▼

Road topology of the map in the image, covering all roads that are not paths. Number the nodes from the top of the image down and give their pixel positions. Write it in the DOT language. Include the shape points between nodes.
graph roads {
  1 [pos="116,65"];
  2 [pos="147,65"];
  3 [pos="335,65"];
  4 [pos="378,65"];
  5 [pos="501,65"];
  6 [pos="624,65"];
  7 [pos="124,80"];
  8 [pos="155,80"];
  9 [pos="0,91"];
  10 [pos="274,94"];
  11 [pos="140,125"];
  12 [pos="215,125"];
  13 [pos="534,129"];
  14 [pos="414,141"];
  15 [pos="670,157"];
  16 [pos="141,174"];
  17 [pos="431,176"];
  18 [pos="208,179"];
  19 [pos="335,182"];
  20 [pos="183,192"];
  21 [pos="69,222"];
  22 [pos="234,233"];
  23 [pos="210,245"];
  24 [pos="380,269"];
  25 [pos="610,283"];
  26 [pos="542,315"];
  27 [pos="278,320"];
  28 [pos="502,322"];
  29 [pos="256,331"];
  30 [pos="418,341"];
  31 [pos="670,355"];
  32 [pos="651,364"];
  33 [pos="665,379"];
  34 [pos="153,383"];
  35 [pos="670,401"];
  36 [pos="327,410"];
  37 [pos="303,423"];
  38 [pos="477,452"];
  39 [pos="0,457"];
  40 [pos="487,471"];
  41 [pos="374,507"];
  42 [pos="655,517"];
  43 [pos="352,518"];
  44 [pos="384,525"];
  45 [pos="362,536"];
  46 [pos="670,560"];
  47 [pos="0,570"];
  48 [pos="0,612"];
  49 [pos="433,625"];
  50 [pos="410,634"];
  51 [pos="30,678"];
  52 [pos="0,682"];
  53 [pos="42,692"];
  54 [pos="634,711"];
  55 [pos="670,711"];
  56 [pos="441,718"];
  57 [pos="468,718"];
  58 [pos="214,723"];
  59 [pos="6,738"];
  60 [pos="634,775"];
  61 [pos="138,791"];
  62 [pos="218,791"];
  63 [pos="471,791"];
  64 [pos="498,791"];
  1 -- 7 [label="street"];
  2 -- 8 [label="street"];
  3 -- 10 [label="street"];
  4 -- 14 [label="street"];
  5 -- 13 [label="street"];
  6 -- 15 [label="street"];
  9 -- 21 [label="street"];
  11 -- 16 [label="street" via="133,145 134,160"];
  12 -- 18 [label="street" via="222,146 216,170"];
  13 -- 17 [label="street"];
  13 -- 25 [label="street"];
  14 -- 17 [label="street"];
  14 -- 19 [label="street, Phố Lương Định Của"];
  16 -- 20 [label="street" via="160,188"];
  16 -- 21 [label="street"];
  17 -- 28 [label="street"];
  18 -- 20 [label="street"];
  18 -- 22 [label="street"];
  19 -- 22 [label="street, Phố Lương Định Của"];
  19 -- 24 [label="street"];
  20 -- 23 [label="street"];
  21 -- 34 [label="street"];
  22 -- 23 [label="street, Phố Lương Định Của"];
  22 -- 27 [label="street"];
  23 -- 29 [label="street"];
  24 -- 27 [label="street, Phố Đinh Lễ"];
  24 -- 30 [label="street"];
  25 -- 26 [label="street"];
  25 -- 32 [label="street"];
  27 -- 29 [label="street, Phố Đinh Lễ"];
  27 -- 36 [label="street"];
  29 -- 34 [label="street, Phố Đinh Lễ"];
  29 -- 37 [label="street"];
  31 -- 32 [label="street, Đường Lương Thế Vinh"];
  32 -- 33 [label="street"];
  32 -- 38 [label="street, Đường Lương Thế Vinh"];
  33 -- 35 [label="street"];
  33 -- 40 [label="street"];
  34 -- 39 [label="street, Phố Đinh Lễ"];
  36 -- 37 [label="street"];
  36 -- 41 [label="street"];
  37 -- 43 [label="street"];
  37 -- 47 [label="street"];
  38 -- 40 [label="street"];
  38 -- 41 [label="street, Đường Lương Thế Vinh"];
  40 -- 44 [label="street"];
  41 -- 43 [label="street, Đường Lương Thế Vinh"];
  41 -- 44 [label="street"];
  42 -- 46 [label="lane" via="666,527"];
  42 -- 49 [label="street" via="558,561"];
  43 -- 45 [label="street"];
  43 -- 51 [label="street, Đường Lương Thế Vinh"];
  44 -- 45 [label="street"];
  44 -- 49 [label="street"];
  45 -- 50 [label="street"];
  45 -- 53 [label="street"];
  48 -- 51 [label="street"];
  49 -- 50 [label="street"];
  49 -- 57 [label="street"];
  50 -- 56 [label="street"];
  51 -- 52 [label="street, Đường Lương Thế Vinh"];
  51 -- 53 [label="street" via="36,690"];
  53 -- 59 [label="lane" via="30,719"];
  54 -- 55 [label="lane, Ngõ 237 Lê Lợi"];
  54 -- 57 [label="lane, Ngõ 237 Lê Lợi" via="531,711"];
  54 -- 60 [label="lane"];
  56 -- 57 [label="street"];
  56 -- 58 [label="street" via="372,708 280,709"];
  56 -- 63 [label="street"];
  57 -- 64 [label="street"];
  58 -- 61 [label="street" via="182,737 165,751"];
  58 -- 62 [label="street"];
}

▲

Across the records above, how many lines contain the word "roads"? Please give that number alone.

2